Art Woolf does his usual masterful job deconstructing the thinking – if, indeed, it can be called that – that animates this Freeps editorial. Whatever pretenses the paper’s editors may have had to economic literacy, those have now been utterly demolished. One hopes the editors have the wit to realize it and that, in the future, they will leave these matters to the grown-ups.
It is sad, but unsurprising, that the editors of a major newspaper are ignorant when it comes to the basics of formal economics. After all, there are all kinds of things that newspaper editors don’t know anything about but that hasn’t stopped them from pontificating on those matters. Still, if those people are untutored about the subject at hand, they should at least know how to write. That skill, after all, is fundamental to their trade. But judged simply as a piece of writing, the Freeps editorial is woeful. It is an organizational and thematic mess, wandering all over the map in a futile attempt to link the amount of money Exxon makes, the sub-prime mortgage problem, the war in Iraq, offshore drilling, food banks, and the nature of democracy. For all its ambition the piece lacks wit, cogency, and style and relies, instead, on tired devices like this:
The profit was $11.7 billion in the second quarter.
Repeat: $11.7 billion.
The editors are so fond of this rhetorical device that they use it again, a couple of paragraphs later:
“Let’s repeat that: Wall Street expected bigger profits.”

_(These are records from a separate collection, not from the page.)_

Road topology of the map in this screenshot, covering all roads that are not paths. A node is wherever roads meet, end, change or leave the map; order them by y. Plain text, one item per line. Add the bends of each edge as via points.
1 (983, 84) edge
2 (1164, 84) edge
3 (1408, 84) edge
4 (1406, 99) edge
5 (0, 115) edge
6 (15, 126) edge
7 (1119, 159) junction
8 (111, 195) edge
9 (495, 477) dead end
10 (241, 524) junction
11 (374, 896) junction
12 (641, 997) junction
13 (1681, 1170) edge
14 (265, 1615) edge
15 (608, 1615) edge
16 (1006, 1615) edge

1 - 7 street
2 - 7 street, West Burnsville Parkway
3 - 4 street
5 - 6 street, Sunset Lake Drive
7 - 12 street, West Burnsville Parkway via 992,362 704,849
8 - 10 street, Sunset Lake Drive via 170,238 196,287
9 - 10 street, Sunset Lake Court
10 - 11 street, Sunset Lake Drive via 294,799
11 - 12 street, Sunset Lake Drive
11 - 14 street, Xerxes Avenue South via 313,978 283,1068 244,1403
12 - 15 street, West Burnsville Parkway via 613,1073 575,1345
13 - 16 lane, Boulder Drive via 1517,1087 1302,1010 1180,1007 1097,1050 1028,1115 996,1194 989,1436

The alert reader thinks, “Yeah, got it the first time. And it wasn’t cute then.”
Actually, the stylistic problems with this piece begin with the title. “Obscene Profits May Pave Way For Reform.” A writer falls back on such stale phrasing out of sheer laziness. “Obscene profits?” That sort of thing comes out of Bernie Sanders’ mouth when he is merely clearing his throat.
If you come at your reader with “obscene profits,” he knows that you have absolutely nothing original or interesting to say and that you are simply singing from an old, familiar sheet of music. If the Freeps editors can’t be bothered with fresh thinking or phrasing, what incentive does the reader have to continue beyond the title. Which, after all, does “pave the way.”
But the reader who does persevere will begin to appreciate this lazy reliance on clichés later in the essay. When the editors try to write with a little verve, the results are painful to the ear:
“These are the kinds of profits and unrealistic expectations that shake the foundations of political acquiescence.”
Oh, dear. Get the children, Myrtle, we’ve got to head for the hills. The political acquiescence is about to crumble.
Perhaps the Freeps editors should rely on clichés, after all, and leave the fancy writing – and the economics – to others.
Just read the Freep reader responses and you will understand the standard their readers hold them to.